▶ _Problem to solve_
Would you write out all of the entries below, exactly as they stand?
Start of Input
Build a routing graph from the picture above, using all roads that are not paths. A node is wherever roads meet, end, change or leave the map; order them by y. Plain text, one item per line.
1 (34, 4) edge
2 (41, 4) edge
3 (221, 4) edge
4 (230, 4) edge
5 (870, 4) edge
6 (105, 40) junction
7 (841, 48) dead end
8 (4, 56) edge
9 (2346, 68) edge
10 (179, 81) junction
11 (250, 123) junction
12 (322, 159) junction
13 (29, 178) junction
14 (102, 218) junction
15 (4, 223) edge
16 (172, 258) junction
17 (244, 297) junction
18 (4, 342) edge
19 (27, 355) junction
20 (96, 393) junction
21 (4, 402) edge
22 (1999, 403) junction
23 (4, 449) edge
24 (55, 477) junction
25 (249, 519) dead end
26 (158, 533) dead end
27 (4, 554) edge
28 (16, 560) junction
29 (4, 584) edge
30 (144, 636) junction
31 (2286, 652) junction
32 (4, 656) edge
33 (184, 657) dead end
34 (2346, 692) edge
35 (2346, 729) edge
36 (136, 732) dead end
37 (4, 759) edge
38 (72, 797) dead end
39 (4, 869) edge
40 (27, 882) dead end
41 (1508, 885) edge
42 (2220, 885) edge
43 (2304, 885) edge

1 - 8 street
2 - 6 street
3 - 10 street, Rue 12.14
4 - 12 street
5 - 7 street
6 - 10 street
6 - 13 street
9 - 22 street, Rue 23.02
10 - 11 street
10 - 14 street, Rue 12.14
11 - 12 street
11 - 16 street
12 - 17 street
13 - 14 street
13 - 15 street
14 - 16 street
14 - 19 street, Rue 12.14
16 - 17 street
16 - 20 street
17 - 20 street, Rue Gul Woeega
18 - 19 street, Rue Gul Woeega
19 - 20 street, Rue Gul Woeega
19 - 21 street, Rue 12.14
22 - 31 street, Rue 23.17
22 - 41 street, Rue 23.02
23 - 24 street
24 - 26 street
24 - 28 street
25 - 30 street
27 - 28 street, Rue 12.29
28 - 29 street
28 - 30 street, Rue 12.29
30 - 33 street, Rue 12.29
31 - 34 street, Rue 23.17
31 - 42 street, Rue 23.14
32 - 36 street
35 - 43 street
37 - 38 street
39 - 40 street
End of Input
▶ _Exercise answer_
Build a routing graph from the picture above, using all roads that are not paths. A node is wherever roads meet, end, change or leave the map; order them by y. Plain text, one item per line.
1 (34, 4) edge
2 (41, 4) edge
3 (221, 4) edge
4 (230, 4) edge
5 (870, 4) edge
6 (105, 40) junction
7 (841, 48) dead end
8 (4, 56) edge
9 (2346, 68) edge
10 (179, 81) junction
11 (250, 123) junction
12 (322, 159) junction
13 (29, 178) junction
14 (102, 218) junction
15 (4, 223) edge
16 (172, 258) junction
17 (244, 297) junction
18 (4, 342) edge
19 (27, 355) junction
20 (96, 393) junction
21 (4, 402) edge
22 (1999, 403) junction
23 (4, 449) edge
24 (55, 477) junction
25 (249, 519) dead end
26 (158, 533) dead end
27 (4, 554) edge
28 (16, 560) junction
29 (4, 584) edge
30 (144, 636) junction
31 (2286, 652) junction
32 (4, 656) edge
33 (184, 657) dead end
34 (2346, 692) edge
35 (2346, 729) edge
36 (136, 732) dead end
37 (4, 759) edge
38 (72, 797) dead end
39 (4, 869) edge
40 (27, 882) dead end
41 (1508, 885) edge
42 (2220, 885) edge
43 (2304, 885) edge

1 - 8 street
2 - 6 street
3 - 10 street, Rue 12.14
4 - 12 street
5 - 7 street
6 - 10 street
6 - 13 street
9 - 22 street, Rue 23.02
10 - 11 street
10 - 14 street, Rue 12.14
11 - 12 street
11 - 16 street
12 - 17 street
13 - 14 street
13 - 15 street
14 - 16 street
14 - 19 street, Rue 12.14
16 - 17 street
16 - 20 street
17 - 20 street, Rue Gul Woeega
18 - 19 street, Rue Gul Woeega
19 - 20 street, Rue Gul Woeega
19 - 21 street, Rue 12.14
22 - 31 street, Rue 23.17
22 - 41 street, Rue 23.02
23 - 24 street
24 - 26 street
24 - 28 street
25 - 30 street
27 - 28 street, Rue 12.29
28 - 29 street
28 - 30 street, Rue 12.29
30 - 33 street, Rue 12.29
31 - 34 street, Rue 23.17
31 - 42 street, Rue 23.14
32 - 36 street
35 - 43 street
37 - 38 street
39 - 40 street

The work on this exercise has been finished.